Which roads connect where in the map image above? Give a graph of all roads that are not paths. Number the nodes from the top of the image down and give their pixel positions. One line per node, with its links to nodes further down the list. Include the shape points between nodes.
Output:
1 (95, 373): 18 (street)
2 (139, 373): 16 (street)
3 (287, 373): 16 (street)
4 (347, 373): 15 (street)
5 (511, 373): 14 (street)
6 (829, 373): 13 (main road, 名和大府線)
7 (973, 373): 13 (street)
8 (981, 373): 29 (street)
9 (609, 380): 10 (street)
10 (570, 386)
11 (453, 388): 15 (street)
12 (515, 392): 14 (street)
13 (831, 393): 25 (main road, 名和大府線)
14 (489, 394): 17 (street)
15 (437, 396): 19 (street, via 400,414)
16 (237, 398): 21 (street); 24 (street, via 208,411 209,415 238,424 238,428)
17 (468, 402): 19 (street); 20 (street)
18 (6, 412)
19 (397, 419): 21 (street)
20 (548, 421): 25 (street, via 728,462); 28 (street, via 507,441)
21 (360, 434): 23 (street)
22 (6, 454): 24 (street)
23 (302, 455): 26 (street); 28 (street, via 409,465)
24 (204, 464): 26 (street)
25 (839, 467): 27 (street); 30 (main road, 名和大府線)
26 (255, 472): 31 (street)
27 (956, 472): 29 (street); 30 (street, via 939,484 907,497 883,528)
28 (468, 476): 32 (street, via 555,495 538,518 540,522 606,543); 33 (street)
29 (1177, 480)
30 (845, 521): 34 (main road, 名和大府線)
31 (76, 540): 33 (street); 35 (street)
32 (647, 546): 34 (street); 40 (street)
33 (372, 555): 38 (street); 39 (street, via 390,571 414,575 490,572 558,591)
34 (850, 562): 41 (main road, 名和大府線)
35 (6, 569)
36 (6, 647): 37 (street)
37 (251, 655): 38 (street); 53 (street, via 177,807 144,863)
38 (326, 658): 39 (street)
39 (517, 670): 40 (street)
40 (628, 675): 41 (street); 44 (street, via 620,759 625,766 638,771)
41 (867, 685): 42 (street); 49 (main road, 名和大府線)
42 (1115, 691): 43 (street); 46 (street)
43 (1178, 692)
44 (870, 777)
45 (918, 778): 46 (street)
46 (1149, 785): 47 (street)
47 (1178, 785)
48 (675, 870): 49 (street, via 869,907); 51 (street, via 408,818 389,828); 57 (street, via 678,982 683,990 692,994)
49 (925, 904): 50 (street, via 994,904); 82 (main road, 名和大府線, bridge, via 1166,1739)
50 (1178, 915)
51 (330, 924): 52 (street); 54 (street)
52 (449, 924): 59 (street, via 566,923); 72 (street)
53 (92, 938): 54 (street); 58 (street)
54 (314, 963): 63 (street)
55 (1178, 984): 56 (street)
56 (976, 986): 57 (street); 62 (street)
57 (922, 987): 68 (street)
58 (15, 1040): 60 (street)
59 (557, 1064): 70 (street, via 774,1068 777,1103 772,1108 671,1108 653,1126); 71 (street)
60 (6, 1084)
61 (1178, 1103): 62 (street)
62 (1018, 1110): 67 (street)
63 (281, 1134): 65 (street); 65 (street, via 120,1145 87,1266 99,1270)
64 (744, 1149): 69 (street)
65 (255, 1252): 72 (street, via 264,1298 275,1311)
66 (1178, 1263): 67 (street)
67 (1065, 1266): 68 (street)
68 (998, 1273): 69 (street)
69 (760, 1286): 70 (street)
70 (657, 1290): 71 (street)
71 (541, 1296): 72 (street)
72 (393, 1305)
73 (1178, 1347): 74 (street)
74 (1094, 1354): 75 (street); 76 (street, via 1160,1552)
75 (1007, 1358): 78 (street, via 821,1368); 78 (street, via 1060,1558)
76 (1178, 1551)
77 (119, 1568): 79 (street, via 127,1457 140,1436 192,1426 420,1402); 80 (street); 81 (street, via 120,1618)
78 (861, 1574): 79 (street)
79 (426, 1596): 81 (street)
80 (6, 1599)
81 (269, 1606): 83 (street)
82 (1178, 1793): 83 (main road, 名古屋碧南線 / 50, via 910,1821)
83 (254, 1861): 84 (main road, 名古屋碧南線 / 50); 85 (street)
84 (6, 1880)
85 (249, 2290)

────────

* [What you should do] If a line in the material above contains "名和大府線", show that line.

* [Solution for this exercise]
6 (829, 373): 13 (main road, 名和大府線)
13 (831, 393): 25 (main road, 名和大府線)
25 (839, 467): 27 (street); 30 (main road, 名和大府線)
30 (845, 521): 34 (main road, 名和大府線)
34 (850, 562): 41 (main road, 名和大府線)
41 (867, 685): 42 (street); 49 (main road, 名和大府線)
49 (925, 904): 50 (street, via 994,904); 82 (main road, 名和大府線, bridge, via 1166,1739)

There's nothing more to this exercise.